▸ **YOUR OBJECTIVE**
Pictures are to be left out; everything else in the records must be repeated exactly.

▸ **RECORD EXTRACTS**
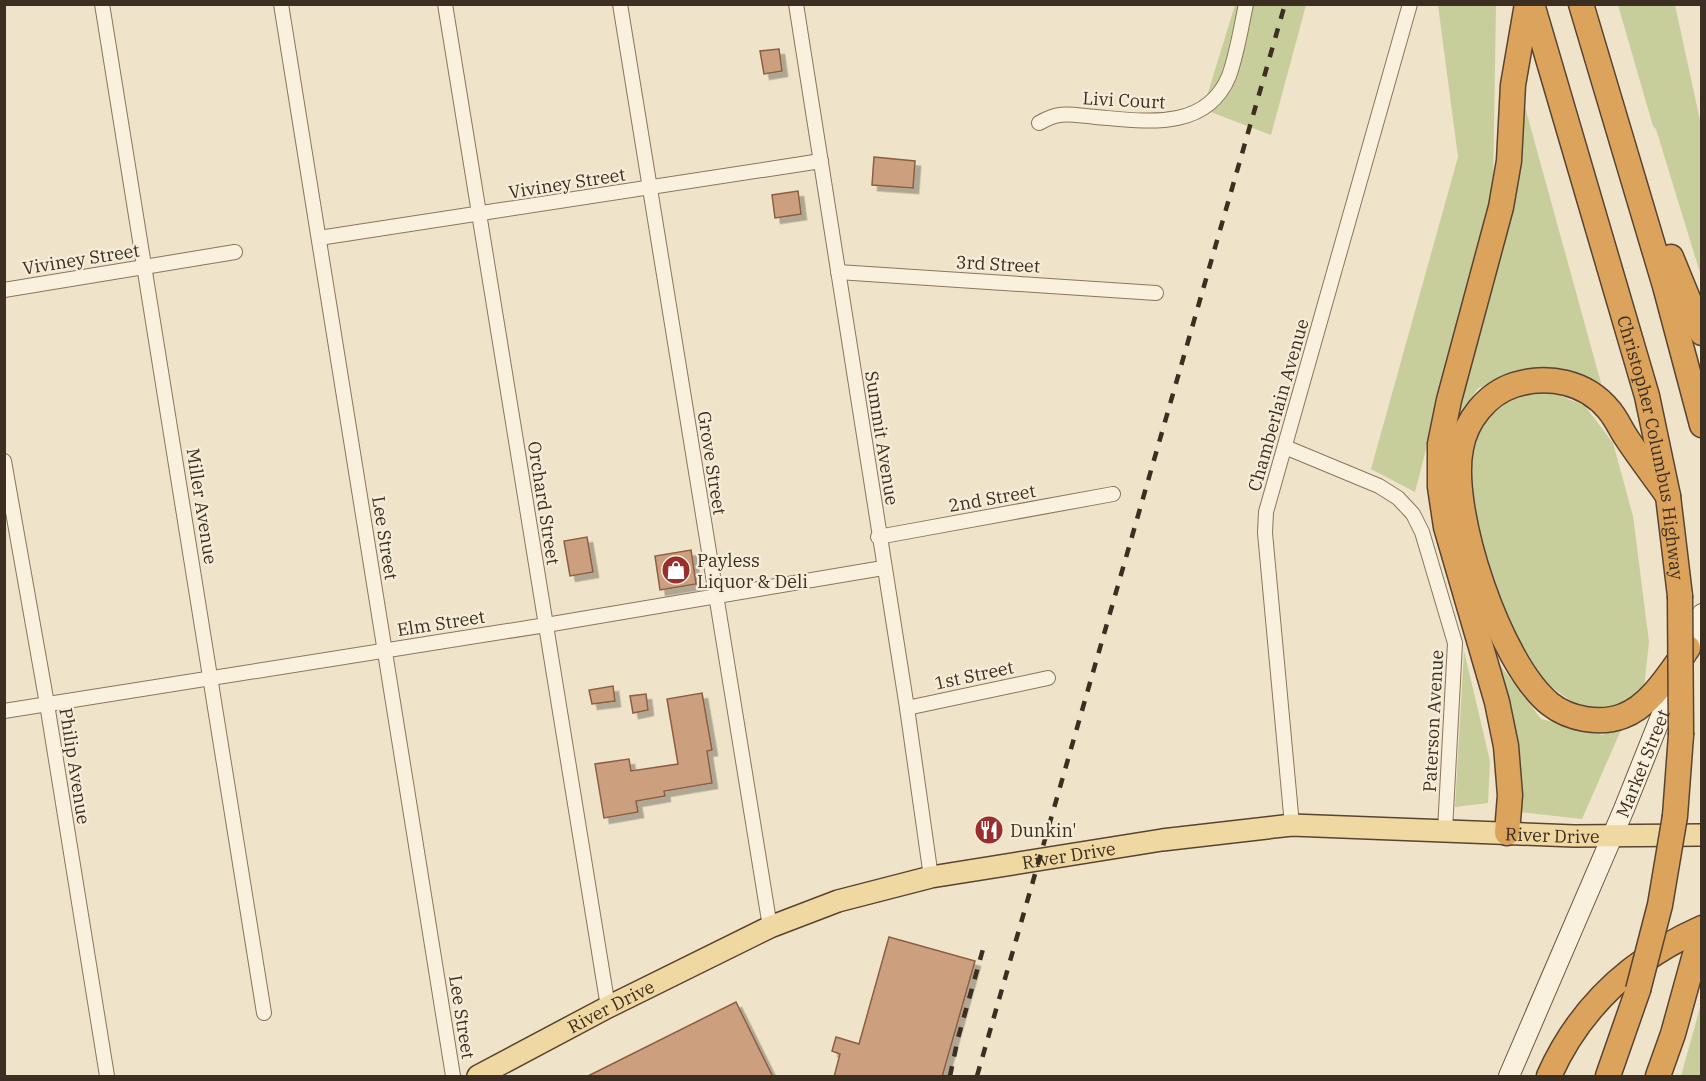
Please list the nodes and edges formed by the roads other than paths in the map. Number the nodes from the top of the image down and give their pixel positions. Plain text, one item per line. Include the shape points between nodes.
1 (102, 4) edge
2 (280, 4) edge
3 (445, 4) edge
4 (620, 4) edge
5 (796, 4) edge
6 (1246, 4) edge
7 (1410, 4) edge
8 (1527, 4) edge
9 (1532, 4) edge
10 (1581, 4) edge
11 (1039, 123) dead end
12 (1616, 124) junction
13 (821, 161) junction
14 (649, 189) junction
15 (480, 216) junction
16 (319, 238) junction
17 (235, 252) dead end
18 (147, 267) junction
19 (838, 272) junction
20 (4, 290) edge
21 (1156, 293) dead end
22 (1701, 333) edge
23 (1701, 426) edge
24 (1285, 447) junction
25 (4, 461) edge
26 (1113, 494) dead end
27 (1668, 496) junction
28 (878, 537) junction
29 (883, 568) junction
30 (716, 597) junction
31 (1701, 614) edge
32 (546, 625) junction
33 (1688, 648) junction
34 (385, 650) junction
35 (210, 677) junction
36 (1048, 678) dead end
37 (47, 704) junction
38 (907, 708) junction
39 (4, 711) edge
40 (1292, 825) junction
41 (1444, 830) junction
42 (1508, 833) junction
43 (1612, 836) junction
44 (1701, 836) edge
45 (931, 877) junction
46 (770, 927) junction
47 (1700, 936) edge
48 (608, 1007) junction
49 (264, 1013) dead end
50 (107, 1077) edge
51 (453, 1077) edge
52 (478, 1077) edge
53 (1509, 1077) edge
54 (1549, 1077) edge
55 (1608, 1077) edge
56 (1658, 1077) edge

1 - 18 street, Miller Avenue
2 - 16 street, Lee Street
3 - 15 street, Orchard Street
4 - 14 street, Grove Street
5 - 13 street, Summit Avenue
6 - 11 street, Livi Court via 1229,75 1206,106 1176,120 1159,122 1054,114
7 - 24 street, Chamberlain Avenue
8 - 42 highway via 1513,85 1509,161 1501,207 1440,444 1440,487 1446,527 1506,746
9 - 27 highway, Christopher Columbus Highway via 1647,396
10 - 12 highway
12 - 22 highway
12 - 23 highway via 1680,338
13 - 14 street, Viviney Street
13 - 19 street, Summit Avenue
14 - 15 street, Viviney Street
14 - 30 street, Grove Street
15 - 16 street, Viviney Street
15 - 32 street, Orchard Street
16 - 34 street, Lee Street
17 - 18 street, Viviney Street
18 - 20 street, Viviney Street
18 - 35 street, Miller Avenue
19 - 21 street, 3rd Street
19 - 28 street, Summit Avenue
24 - 40 street, Chamberlain Avenue via 1266,512 1264,533
24 - 41 street, Paterson Avenue via 1379,486 1406,506 1422,532 1455,643
25 - 37 street, Philip Avenue
26 - 28 street, 2nd Street
27 - 33 highway via 1610,410 1589,392 1563,382 1536,380 1497,394 1470,423 1461,448 1460,494 1465,526 1484,588 1514,654 1544,699 1582,719 1626,716 1665,678
27 - 55 highway, Christopher Columbus Highway, bridge via 1680,596 1682,735 1675,816 1660,905 1638,990
28 - 29 street, Summit Avenue
29 - 30 street, Elm Street
29 - 38 street, Summit Avenue
30 - 32 street, Elm Street
30 - 46 street, Grove Street
31 - 33 main road, Market Street
32 - 34 street, Elm Street
32 - 48 street, Orchard Street
33 - 43 main road, Market Street
34 - 35 street, Elm Street
34 - 51 street, Lee Street
35 - 37 street, Elm Street
35 - 49 street, Miller Avenue
36 - 38 street, 1st Street
37 - 39 street, Elm Street
37 - 50 street, Philip Avenue
38 - 45 street, Summit Avenue
40 - 41 main road, River Drive
40 - 45 main road, River Drive via 1162,840
41 - 42 main road, River Drive
42 - 43 main road, River Drive
43 - 44 main road, River Drive
43 - 53 main road, Market Street
45 - 46 main road, River Drive via 838,901
46 - 48 main road, River Drive
47 - 54 highway via 1670,942 1603,992 1578,1024
47 - 56 highway
48 - 52 main road, River Drive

▸ **RESULT**
Please list the nodes and edges formed by the roads other than paths in the map. Number the nodes from the top of the image down and give their pixel positions. Plain text, one item per line. Include the shape points between nodes.
1 (102, 4) edge
2 (280, 4) edge
3 (445, 4) edge
4 (620, 4) edge
5 (796, 4) edge
6 (1246, 4) edge
7 (1410, 4) edge
8 (1527, 4) edge
9 (1532, 4) edge
10 (1581, 4) edge
11 (1039, 123) dead end
12 (1616, 124) junction
13 (821, 161) junction
14 (649, 189) junction
15 (480, 216) junction
16 (319, 238) junction
17 (235, 252) dead end
18 (147, 267) junction
19 (838, 272) junction
20 (4, 290) edge
21 (1156, 293) dead end
22 (1701, 333) edge
23 (1701, 426) edge
24 (1285, 447) junction
25 (4, 461) edge
26 (1113, 494) dead end
27 (1668, 496) junction
28 (878, 537) junction
29 (883, 568) junction
30 (716, 597) junction
31 (1701, 614) edge
32 (546, 625) junction
33 (1688, 648) junction
34 (385, 650) junction
35 (210, 677) junction
36 (1048, 678) dead end
37 (47, 704) junction
38 (907, 708) junction
39 (4, 711) edge
40 (1292, 825) junction
41 (1444, 830) junction
42 (1508, 833) junction
43 (1612, 836) junction
44 (1701, 836) edge
45 (931, 877) junction
46 (770, 927) junction
47 (1700, 936) edge
48 (608, 1007) junction
49 (264, 1013) dead end
50 (107, 1077) edge
51 (453, 1077) edge
52 (478, 1077) edge
53 (1509, 1077) edge
54 (1549, 1077) edge
55 (1608, 1077) edge
56 (1658, 1077) edge

1 - 18 street, Miller Avenue
2 - 16 street, Lee Street
3 - 15 street, Orchard Street
4 - 14 street, Grove Street
5 - 13 street, Summit Avenue
6 - 11 street, Livi Court via 1229,75 1206,106 1176,120 1159,122 1054,114
7 - 24 street, Chamberlain Avenue
8 - 42 highway via 1513,85 1509,161 1501,207 1440,444 1440,487 1446,527 1506,746
9 - 27 highway, Christopher Columbus Highway via 1647,396
10 - 12 highway
12 - 22 highway
12 - 23 highway via 1680,338
13 - 14 street, Viviney Street
13 - 19 street, Summit Avenue
14 - 15 street, Viviney Street
14 - 30 street, Grove Street
15 - 16 street, Viviney Street
15 - 32 street, Orchard Street
16 - 34 street, Lee Street
17 - 18 street, Viviney Street
18 - 20 street, Viviney Street
18 - 35 street, Miller Avenue
19 - 21 street, 3rd Street
19 - 28 street, Summit Avenue
24 - 40 street, Chamberlain Avenue via 1266,512 1264,533
24 - 41 street, Paterson Avenue via 1379,486 1406,506 1422,532 1455,643
25 - 37 street, Philip Avenue
26 - 28 street, 2nd Street
27 - 33 highway via 1610,410 1589,392 1563,382 1536,380 1497,394 1470,423 1461,448 1460,494 1465,526 1484,588 1514,654 1544,699 1582,719 1626,716 1665,678
27 - 55 highway, Christopher Columbus Highway, bridge via 1680,596 1682,735 1675,816 1660,905 1638,990
28 - 29 street, Summit Avenue
29 - 30 street, Elm Street
29 - 38 street, Summit Avenue
30 - 32 street, Elm Street
30 - 46 street, Grove Street
31 - 33 main road, Market Street
32 - 34 street, Elm Street
32 - 48 street, Orchard Street
33 - 43 main road, Market Street
34 - 35 street, Elm Street
34 - 51 street, Lee Street
35 - 37 street, Elm Street
35 - 49 street, Miller Avenue
36 - 38 street, 1st Street
37 - 39 street, Elm Street
37 - 50 street, Philip Avenue
38 - 45 street, Summit Avenue
40 - 41 main road, River Drive
40 - 45 main road, River Drive via 1162,840
41 - 42 main road, River Drive
42 - 43 main road, River Drive
43 - 44 main road, River Drive
43 - 53 main road, Market Street
45 - 46 main road, River Drive via 838,901
46 - 48 main road, River Drive
47 - 54 highway via 1670,942 1603,992 1578,1024
47 - 56 highway
48 - 52 main road, River Drive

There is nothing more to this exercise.